Data under study section start

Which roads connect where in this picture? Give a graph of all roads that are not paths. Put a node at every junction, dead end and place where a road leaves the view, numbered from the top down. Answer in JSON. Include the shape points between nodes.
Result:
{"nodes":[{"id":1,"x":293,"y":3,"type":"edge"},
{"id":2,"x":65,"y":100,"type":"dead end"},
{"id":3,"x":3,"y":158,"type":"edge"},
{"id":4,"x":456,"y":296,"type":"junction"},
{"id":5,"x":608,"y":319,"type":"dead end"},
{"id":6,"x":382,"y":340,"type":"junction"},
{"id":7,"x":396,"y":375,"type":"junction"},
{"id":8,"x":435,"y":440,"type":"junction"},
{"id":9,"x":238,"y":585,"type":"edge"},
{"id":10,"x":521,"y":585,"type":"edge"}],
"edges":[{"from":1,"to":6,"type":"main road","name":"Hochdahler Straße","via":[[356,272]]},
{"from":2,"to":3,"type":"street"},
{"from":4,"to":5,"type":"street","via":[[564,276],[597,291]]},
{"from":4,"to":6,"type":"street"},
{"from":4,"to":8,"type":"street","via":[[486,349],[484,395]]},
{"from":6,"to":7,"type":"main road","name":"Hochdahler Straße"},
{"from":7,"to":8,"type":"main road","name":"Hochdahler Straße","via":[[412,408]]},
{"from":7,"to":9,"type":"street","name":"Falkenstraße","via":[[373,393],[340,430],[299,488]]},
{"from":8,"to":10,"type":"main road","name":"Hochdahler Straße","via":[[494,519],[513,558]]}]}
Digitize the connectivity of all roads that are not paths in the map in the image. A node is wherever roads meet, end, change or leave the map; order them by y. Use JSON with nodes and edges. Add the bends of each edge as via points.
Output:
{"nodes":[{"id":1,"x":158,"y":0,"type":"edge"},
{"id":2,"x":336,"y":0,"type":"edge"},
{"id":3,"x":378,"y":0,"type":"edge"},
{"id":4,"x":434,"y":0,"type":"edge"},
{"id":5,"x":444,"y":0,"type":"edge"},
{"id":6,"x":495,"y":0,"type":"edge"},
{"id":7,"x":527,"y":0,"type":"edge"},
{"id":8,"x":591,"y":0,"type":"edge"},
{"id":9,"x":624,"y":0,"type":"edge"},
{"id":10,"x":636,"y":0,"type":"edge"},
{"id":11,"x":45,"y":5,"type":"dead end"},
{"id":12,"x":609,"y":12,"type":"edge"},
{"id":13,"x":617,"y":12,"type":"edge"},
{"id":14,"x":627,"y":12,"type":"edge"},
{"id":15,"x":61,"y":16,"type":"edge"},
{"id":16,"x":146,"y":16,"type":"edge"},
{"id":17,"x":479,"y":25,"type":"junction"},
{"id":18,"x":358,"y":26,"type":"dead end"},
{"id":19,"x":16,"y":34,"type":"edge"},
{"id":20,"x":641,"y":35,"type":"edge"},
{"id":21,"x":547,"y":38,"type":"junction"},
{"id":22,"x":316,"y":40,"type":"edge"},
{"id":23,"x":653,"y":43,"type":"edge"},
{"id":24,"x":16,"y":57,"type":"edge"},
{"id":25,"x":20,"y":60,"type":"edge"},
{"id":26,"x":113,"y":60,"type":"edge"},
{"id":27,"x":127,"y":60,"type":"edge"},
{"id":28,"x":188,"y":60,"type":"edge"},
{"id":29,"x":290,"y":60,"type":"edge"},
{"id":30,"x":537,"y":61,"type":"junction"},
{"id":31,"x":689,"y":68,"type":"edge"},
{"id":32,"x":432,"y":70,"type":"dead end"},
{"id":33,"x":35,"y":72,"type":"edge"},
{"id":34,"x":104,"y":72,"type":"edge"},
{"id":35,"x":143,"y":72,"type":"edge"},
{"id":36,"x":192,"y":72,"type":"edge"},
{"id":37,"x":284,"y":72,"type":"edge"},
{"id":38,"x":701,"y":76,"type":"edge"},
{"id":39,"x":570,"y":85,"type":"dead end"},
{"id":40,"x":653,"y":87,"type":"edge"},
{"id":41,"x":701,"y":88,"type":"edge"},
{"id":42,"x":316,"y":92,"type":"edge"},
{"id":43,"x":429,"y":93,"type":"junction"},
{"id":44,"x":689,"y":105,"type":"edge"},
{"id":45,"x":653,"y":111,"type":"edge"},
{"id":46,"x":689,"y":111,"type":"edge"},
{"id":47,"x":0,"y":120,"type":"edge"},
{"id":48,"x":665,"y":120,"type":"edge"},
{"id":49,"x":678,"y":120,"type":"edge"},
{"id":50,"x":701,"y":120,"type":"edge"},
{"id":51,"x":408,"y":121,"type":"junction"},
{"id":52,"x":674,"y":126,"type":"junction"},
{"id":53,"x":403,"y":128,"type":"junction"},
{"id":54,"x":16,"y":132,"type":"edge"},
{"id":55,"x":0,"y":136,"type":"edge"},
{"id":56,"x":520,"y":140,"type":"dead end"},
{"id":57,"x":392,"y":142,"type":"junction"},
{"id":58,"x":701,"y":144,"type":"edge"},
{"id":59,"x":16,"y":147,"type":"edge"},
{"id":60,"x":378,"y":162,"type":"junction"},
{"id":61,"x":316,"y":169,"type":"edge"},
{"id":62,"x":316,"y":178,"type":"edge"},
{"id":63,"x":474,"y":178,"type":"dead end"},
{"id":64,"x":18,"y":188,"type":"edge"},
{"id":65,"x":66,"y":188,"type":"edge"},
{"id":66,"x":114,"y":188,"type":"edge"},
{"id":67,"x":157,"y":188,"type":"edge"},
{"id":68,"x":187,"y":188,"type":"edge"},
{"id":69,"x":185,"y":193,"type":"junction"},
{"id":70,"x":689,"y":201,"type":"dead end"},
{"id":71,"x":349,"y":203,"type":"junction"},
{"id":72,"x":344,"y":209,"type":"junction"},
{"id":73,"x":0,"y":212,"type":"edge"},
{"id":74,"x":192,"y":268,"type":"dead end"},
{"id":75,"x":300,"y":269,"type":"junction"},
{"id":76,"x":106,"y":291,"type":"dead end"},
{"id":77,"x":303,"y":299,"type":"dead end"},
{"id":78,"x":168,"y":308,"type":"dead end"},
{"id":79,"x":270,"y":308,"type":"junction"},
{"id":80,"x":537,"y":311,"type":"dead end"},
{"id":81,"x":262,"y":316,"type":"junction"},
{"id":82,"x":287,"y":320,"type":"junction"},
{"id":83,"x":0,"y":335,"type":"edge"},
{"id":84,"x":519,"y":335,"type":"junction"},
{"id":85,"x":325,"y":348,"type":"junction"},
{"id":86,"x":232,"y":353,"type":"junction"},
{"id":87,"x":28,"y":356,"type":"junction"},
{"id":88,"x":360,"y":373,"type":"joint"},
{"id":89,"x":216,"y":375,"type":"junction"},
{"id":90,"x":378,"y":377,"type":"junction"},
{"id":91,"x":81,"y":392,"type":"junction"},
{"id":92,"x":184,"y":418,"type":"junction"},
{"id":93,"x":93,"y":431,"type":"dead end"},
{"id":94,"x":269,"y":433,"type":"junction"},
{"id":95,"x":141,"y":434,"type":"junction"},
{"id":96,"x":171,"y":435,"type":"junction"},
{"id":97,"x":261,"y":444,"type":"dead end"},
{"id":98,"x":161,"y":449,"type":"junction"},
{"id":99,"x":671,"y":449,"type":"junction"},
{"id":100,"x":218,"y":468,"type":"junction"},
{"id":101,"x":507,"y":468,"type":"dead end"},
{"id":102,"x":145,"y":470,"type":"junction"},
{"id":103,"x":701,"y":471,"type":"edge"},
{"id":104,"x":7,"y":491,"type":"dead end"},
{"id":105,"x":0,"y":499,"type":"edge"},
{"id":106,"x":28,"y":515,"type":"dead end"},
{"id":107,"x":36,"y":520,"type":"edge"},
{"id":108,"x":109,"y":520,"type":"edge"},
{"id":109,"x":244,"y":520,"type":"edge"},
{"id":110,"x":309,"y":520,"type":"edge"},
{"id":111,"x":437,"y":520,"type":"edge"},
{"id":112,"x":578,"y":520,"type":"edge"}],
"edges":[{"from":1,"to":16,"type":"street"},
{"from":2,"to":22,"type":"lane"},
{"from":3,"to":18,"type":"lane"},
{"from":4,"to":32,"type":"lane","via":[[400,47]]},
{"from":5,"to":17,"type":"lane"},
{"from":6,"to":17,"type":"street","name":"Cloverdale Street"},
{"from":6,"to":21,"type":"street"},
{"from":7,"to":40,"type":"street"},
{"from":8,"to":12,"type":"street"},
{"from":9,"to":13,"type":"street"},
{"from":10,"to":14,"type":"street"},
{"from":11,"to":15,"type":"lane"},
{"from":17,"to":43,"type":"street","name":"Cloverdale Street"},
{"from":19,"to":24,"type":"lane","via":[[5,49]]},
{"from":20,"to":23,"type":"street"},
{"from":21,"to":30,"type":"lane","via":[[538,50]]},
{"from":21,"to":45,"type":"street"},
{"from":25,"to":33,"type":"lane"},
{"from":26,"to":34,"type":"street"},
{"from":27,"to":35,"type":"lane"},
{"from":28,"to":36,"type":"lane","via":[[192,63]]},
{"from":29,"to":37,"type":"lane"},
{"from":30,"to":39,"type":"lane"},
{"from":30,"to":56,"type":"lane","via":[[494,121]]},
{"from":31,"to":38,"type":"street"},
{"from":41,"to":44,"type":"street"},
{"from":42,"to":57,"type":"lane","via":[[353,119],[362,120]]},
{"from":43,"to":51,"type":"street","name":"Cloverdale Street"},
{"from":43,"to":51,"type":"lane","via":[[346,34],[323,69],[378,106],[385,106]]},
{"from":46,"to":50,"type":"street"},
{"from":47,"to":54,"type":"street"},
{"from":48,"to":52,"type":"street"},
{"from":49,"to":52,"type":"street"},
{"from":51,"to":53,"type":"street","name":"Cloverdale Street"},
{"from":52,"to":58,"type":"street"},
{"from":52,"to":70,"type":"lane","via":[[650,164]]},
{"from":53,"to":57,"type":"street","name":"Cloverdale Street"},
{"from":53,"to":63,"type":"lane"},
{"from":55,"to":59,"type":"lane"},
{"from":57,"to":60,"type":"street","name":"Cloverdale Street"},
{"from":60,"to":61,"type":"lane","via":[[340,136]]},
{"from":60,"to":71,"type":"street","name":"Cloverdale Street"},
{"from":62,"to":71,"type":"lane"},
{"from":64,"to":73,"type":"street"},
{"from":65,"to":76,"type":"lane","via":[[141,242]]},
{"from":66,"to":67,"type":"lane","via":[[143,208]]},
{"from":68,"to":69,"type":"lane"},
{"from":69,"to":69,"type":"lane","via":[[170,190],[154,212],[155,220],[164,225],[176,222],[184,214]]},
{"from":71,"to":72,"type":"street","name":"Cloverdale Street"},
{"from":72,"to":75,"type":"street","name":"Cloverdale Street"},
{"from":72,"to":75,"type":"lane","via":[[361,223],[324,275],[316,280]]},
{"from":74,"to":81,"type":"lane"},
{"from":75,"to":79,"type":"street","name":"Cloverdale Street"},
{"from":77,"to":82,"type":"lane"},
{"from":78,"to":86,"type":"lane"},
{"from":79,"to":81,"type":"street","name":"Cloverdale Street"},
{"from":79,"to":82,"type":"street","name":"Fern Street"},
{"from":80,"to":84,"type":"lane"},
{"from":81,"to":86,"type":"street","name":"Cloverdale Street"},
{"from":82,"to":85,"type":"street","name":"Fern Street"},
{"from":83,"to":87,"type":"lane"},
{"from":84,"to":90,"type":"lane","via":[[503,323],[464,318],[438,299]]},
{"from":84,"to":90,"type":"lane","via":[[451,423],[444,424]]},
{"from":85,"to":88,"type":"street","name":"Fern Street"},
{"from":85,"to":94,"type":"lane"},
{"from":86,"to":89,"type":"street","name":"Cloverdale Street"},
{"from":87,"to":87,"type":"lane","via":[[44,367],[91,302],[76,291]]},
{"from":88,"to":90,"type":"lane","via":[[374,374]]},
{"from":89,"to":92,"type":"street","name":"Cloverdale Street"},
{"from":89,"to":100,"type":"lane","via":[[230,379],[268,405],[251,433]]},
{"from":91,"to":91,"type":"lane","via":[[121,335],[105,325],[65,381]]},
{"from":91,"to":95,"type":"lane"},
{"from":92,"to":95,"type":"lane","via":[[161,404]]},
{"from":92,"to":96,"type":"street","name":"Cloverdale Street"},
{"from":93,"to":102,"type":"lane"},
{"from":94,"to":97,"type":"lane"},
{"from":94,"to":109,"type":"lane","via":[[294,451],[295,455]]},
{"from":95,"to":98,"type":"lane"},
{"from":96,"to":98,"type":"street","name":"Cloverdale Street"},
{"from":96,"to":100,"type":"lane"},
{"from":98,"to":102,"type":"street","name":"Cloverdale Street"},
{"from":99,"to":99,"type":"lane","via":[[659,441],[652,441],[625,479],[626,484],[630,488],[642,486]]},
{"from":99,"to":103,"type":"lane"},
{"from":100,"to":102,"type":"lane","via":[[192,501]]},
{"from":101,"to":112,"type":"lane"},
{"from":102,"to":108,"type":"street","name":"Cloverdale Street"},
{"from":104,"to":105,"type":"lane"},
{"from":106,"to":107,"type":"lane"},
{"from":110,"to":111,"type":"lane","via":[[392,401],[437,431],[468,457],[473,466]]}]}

Data under study section end

:: Requirement ::
Across the records above, return every line that contains the word "edges".

:: Task response ::
"edges":[{"from":1,"to":6,"type":"main road","name":"Hochdahler Straße","via":[[356,272]]},
Digitize the connectivity of all roads that are not paths in the map in the image. A node is wherever roads meet, end, change or leave the map; order them by y. Use JSON with nodes and edges. Add the bends of each edge as via points.
"edges":[{"from":1,"to":16,"type":"street"},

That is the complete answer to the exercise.